Volume 36, Issue 3, March 2001
Implementing Damage Control Measures for Architectural Aluminum Shipments
It’s a common problem in the glass and metal industry—damaged products (see related story in November 2000 USGlass, page 48). Nevertheless, when dealing with material as fragile as glass, one would expect some damage. Through the years, glass manufacturers have developed and put into practice a wide variety of damage prevention and quality control measures. These range from simple procedures, such as using safety stickers, to elaborate ones such as creating specialized handling and transportation equipment for glass.
But what about damage to the architectural metal products that form the framework of the glaziers’ industry? Who addresses this problem and in what ways is the situation handled? Contract glaziers report that they spend an inordinate amount of time filing freight claims and reordering materials. They lament the need to reschedule installations, and realize that their time could be better spent developing new business and on project management. Freight carriers are blamed for sloppy product handling, and suppliers constantly hear pleas for better, stronger packaging.
Without a doubt, suppliers and carriers need to develop procedures to reduce damage to architectural metal. However, action is always better than reaction. There are proactive steps that a contract glazier can take in order to cut damage rates on architectural metal supplies.
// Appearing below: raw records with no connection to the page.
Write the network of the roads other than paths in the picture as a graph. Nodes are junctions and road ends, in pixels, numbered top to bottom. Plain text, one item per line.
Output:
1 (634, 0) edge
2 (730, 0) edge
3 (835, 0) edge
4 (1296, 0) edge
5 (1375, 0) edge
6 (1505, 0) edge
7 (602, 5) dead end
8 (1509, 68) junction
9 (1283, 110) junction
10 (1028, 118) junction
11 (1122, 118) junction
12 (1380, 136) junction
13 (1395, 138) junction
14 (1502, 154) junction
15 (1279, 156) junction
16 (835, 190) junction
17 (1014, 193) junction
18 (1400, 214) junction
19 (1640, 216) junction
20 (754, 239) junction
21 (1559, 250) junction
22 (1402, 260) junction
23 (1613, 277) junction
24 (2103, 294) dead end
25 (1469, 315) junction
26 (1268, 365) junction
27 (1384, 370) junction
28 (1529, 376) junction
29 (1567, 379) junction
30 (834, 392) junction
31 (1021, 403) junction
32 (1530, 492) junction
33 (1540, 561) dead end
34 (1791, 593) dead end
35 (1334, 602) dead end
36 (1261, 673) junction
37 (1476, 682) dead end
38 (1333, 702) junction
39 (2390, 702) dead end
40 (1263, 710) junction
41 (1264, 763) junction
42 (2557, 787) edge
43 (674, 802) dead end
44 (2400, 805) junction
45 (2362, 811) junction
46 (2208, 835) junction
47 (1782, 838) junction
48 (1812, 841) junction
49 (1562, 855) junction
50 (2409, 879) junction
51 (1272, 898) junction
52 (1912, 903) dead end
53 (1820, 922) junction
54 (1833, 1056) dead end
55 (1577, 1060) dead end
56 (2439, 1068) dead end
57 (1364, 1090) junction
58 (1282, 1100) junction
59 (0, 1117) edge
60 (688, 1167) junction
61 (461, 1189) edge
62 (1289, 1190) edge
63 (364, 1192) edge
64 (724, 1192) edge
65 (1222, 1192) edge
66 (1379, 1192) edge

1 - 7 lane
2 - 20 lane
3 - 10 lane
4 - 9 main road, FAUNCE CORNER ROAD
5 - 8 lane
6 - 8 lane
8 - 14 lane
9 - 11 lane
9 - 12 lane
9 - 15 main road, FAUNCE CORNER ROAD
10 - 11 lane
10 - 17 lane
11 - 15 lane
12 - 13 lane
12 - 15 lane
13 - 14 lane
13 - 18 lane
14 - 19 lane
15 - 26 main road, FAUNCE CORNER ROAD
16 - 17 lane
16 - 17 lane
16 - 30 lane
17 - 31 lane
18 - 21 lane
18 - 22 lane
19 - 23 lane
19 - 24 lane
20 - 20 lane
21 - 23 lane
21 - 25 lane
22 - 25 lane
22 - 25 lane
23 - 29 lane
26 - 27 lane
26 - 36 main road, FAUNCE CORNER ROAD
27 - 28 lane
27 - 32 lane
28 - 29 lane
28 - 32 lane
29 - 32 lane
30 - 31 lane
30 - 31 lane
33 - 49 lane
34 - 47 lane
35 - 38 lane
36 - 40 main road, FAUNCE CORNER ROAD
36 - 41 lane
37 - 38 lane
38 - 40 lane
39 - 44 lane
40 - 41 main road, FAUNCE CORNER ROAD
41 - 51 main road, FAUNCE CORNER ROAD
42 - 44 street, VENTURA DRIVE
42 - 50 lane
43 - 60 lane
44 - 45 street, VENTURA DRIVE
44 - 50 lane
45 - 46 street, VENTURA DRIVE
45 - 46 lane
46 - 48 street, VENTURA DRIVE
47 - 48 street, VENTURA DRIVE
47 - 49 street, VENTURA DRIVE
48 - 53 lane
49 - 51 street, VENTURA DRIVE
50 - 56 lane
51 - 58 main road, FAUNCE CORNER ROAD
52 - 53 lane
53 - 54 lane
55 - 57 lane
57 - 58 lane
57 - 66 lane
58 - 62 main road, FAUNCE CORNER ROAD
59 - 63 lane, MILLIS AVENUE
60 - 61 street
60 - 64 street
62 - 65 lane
Transporting Architectural Metal—The Danger Zone
Contract glaziers have united in their demand for an answer to the problems involved in transporting architectural metals to the glazing contractors that purchase them. Damage to storefront and curtainwall lineals is said to be almost a foregone conclusion. Given that 20 boxes of stock lengths may travel through multiple shipping hubs before reaching their final destination, there is a huge opportunity for damage to occur. This is compounded by the fact that forklifts and other equipment often replace the gentler handling architectural metal requires. Additionally, high freight costs, delayed shipments and hassle-filled freight claims are inefficient, wasteful and annoying.
Thankfully, there are some positive steps contract glazing companies can take to ensure their architectural metal supplies are transported safely. When possible, work with a supplier who can ship direct from the manufacturer to the end-user. If this is not an option, take a look at the shipping and handling operations used by your supplier. Less-than-truckload shipping by a common carrier may include frequent transfer of product from one truck to another, thus increasing the chance that damage may occur. A dedicated shipper retains product on one trailer, lessening the chance of improper handling and the resulting damage. Other transportation options abound—everything from contract haulers to customer pick-up. Once again, the incidence of damage will decrease if a responsible choice is made.
It is also important to check with your carrier to determine where responsibility for freight damage lies. Is damage claim responsibility consigned to the final recipient of the product—you, the glazing company-or is it in the supplier’s court? Do you own the product when it leaves the supplier’s docks (Freight-on-Board [FOB] shipping point), or is damage-free delivery the supplier’s responsibility (FOB destination)? If you deal with FOB shipping point terms, is your carrier responsive to your requests for information? Are your damage claims handled quickly and responsibly?
Evaluate the general business operations of your carrier. Are freight costs consistent and in line with accepted practices? Are shipments delivered on time?
Know the answers to these questions and make your transportation choices based upon the answers and on the proper match to your business operations.
Transporting architectural metal is, indeed, the danger zone. Getting involved in the decisions and
processes of this crucial phase of product delivery will save lost hours later in the execution of your project.
Handle With Care
Although controlling the dangers of transportation is not wholly in the hands of the recipient, the way in which architectural metal is handled when it reaches its final destination is. Inspect architectural metal when it arrives. Make sure the packaging is intact and undamaged, and expand your search for damage to the product itself. Whether you are doing a field installation, or a shop pre-assembly, inspection upon receipt will prevent later interruption of your project. This will save time, money and the customer’s good will. Protect your architectural metal materials from moisture and sun. Unwrap materials promptly and carefully. Much nicking and chipping can occur when extrusion lengths are scraped against one another and/or stacked, or when full packages are broken for smaller jobs. Store architectural metal in a dry place, out of the way of accidents. As they say, an ounce of prevention is worth a pound of cure.
Cooperation Makes It Happen
It is certainly not the sole responsibility of the contract glazier to monitor damage control problems for the architectural aluminum industry. Suppliers and carriers must assume some responsibility for quality control. However, a proactive stance on the part of the glass and glazing industry will go a long way toward reducing damage to architectural metal. By developing a strong relationship with your supplier, and with carriers when necessary, much of the frustration of damaged architectural metal products can be avoided.